Registration Numbers are unique identifying numbers associated with physical objects in museum and art collections. Museums use them in order to track objects consistently over time and space.
Upon receipt of a new item or group of items, the item/group receives an Accession Number. This is a unique number associated with the transaction of having received an object/collection.
New accessions that consist of a single object will have a registration number that matches the Accession Number.
New accessions that consist of multiple objects will have registration numbers that match the Accession Number followed by an additional sequential number
Formula: [Prefix for Collection].[Year of Acquisition].[Sequential Number for the Accession].[Sequential number for item within that Accession]
MUS.2005.12 = The sole item registered from the 12th accession of material to the Museum in the year 2005
ART.2013.20 = The sole item registered from the 20th accession of material to the Art Collection in the year 2013
MUS.2010.5.2 = The second item registered from the 5th accession of material to the Museum in the year 2010
ART.2014.2.53 = the 53rd item registered from the 2nd accession of material to the Art Collection in the year 2014
Whenever feasible, items are physically labelled with their registration numbers. See the Art Handling & Preservation documentation for information on how to attach the number.

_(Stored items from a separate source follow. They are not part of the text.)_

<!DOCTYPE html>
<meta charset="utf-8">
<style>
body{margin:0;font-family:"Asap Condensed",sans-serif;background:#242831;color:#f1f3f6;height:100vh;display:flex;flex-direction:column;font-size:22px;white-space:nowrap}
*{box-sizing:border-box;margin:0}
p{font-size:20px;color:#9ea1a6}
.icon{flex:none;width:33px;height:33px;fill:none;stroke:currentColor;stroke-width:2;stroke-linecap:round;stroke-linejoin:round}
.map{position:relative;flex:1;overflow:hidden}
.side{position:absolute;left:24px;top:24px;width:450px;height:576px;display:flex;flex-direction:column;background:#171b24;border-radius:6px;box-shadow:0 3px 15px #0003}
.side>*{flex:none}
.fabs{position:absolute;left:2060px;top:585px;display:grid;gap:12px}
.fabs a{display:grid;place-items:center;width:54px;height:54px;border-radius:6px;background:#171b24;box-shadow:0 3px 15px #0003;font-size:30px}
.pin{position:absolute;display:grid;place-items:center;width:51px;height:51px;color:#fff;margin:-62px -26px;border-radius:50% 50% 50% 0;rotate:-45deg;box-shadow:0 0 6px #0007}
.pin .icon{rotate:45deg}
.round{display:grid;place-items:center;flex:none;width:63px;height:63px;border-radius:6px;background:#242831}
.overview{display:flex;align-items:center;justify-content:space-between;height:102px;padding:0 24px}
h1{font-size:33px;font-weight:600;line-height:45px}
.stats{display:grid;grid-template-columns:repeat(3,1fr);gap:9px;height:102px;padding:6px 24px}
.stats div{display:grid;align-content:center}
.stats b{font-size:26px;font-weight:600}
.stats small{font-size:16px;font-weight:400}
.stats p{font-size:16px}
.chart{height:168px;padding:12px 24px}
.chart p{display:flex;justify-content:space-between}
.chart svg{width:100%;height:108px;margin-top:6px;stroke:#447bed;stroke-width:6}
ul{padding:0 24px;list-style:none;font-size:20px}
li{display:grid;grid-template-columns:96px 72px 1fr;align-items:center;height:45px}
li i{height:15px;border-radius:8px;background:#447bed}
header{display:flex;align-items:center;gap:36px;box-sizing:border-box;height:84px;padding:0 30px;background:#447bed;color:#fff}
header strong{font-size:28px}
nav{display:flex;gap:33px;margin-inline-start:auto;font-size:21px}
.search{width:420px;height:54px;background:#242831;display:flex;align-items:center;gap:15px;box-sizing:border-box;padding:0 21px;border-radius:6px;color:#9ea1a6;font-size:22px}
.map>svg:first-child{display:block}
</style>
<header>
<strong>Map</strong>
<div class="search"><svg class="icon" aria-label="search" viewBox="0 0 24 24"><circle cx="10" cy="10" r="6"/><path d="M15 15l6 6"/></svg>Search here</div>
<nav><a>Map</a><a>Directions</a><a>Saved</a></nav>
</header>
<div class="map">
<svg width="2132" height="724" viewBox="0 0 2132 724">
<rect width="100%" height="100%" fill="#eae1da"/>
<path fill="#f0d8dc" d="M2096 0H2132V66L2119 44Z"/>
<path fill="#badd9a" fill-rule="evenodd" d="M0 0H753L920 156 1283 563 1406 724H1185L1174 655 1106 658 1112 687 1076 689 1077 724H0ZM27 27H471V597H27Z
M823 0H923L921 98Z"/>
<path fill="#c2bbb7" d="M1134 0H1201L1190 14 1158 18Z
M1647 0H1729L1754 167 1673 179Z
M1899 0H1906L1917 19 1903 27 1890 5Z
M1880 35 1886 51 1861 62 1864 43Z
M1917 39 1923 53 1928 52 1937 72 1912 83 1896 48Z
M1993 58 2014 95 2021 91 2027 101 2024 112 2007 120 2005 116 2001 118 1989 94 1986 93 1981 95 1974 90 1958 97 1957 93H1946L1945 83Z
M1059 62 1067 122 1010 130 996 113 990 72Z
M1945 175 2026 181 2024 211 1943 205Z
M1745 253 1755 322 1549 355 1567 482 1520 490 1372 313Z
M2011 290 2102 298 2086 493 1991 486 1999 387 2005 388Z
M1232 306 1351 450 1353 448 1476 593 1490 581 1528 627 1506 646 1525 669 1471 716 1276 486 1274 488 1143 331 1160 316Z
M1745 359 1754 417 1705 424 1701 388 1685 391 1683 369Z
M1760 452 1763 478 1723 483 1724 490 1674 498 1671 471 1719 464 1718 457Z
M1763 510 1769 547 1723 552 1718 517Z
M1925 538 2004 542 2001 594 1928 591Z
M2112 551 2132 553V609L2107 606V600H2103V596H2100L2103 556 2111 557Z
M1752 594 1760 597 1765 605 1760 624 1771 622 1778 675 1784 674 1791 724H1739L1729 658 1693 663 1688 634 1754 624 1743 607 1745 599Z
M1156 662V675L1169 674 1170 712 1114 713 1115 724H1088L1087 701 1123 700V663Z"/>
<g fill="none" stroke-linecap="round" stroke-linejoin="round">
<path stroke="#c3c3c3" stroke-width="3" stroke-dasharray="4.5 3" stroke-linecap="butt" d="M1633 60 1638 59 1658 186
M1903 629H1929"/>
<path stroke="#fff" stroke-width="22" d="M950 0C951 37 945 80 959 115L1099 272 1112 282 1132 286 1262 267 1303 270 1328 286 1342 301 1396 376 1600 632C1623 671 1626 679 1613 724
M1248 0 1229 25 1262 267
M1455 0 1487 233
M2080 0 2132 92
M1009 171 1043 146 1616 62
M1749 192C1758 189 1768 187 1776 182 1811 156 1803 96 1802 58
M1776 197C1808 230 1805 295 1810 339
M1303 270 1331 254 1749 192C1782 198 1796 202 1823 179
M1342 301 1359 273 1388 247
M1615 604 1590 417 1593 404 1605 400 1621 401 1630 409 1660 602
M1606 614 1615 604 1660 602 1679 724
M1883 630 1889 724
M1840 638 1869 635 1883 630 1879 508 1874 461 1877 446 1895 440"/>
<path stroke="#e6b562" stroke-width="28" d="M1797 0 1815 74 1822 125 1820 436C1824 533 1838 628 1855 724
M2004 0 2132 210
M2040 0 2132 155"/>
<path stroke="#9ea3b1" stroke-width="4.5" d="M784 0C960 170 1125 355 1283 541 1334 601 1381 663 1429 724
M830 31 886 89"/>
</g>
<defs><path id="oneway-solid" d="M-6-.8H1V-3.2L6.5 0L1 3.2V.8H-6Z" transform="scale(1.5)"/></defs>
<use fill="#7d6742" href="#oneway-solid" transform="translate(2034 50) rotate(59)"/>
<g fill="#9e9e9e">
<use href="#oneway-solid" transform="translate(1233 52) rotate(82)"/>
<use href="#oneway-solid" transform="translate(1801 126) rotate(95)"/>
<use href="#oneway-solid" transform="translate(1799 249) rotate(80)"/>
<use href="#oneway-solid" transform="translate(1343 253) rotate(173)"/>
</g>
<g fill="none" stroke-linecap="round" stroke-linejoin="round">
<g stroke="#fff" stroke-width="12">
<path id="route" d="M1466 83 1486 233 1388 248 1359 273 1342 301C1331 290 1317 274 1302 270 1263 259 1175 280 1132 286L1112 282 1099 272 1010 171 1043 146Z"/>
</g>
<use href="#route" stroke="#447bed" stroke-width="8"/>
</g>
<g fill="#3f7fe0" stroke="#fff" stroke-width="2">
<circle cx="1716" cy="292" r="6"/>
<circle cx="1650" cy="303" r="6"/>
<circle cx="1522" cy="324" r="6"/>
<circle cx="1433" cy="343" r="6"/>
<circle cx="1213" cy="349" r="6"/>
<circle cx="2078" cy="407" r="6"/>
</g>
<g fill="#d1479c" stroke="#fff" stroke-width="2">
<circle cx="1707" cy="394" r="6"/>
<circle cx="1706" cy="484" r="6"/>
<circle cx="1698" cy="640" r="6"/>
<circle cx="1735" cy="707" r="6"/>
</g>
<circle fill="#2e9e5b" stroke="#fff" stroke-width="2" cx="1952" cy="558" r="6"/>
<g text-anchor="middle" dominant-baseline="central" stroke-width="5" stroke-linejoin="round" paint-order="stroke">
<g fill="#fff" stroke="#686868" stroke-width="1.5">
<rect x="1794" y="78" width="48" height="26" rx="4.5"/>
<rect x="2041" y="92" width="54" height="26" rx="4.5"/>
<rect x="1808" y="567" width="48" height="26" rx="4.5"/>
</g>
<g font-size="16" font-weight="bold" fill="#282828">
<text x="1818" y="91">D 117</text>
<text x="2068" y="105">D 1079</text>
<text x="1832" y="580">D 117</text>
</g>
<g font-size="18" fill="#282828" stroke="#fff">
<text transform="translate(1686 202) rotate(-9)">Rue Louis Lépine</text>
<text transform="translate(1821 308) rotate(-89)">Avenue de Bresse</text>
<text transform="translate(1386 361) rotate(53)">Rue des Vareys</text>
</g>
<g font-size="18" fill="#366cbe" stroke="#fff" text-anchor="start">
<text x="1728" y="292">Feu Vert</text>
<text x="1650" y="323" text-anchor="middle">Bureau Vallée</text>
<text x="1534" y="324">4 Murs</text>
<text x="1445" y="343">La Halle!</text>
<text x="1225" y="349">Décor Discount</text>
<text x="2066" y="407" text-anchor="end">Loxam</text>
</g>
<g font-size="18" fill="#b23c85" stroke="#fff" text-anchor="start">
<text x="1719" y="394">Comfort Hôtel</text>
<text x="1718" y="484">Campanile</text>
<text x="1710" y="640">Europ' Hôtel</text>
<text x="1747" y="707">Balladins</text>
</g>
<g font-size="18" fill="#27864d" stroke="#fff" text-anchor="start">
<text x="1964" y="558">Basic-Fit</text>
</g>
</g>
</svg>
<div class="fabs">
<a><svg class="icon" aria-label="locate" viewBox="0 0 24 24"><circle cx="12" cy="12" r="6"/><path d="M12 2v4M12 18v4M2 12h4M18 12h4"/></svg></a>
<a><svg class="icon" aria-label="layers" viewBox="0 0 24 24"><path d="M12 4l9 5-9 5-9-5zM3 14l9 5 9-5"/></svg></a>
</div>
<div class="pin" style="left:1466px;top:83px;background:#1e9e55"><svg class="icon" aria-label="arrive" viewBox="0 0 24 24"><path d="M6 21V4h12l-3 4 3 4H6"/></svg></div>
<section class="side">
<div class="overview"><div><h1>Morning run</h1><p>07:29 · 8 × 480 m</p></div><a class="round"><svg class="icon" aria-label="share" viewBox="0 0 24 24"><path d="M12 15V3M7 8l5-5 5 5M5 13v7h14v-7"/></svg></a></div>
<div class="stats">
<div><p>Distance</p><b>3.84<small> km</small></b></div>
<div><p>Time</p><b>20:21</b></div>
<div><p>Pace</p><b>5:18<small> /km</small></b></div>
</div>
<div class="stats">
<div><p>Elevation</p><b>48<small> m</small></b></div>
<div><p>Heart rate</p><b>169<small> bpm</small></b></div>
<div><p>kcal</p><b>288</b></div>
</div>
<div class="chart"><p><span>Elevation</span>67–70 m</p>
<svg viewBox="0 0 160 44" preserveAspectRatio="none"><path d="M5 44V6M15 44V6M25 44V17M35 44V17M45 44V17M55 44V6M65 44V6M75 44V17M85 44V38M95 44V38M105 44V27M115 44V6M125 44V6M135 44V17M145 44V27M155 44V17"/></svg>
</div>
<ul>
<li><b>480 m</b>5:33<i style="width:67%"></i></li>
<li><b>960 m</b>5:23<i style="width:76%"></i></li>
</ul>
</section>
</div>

Before 2016, items within the Art and Museum collections were generally processed on an item-by-item basis, meaning that each item received a registration number and separate record at the time of receipt. This was a reasonable policy but it has some downsides for scalability and for efficiency of records, and did not account well for cases in which a donor gave dozens of related objects at once. Because the Art, Museum, and Archives collections were also segregated administratively, they used overlapping sets of registration numbers. The post-2016 policy is an attempt to make the registration number system more efficient, scalable and suitable to a multi-repository administrative environment.
Older registration numbers may be found without prefixes, in this format:
1985_01 = The first item registered in 1985 (for the Art Collection)
2008_58 = The 58th item registered in 2008 (for the Art Collection)
In current digital records, the prefix "ART" or "MUS" will be applied to these older registration numbers. The numbers marked on physical objects will not be systematically updated.
Because the Museum has existed since the 1940s, several cataloging and registration number schemes have been imposed (and super-imposed) upon the collections. The apparent historical registration/cataloging number schemes appear to have been:
1-102 = First accession series, 102nd item
This scheme appears to have been used from the 1940s through 1979. There were five accession series; their significance is unknown but may have related to shelving location or collection type.
80-21 = Twenty-first item registered in 1980
This scheme, which conforms more closely to normal museum registration practices, uses the year of acquisition as the first component, followed by a sequential number. This form was used from 1980-1996, which was the time period when the Museum had its first formally-trained curators.
P-P-Pic-2-601 = A shelving call number; Probably meaning: Shelving location? + Medium + Registration number
This "catalog number" appears on old registration cards, and was probably the item's shelf location.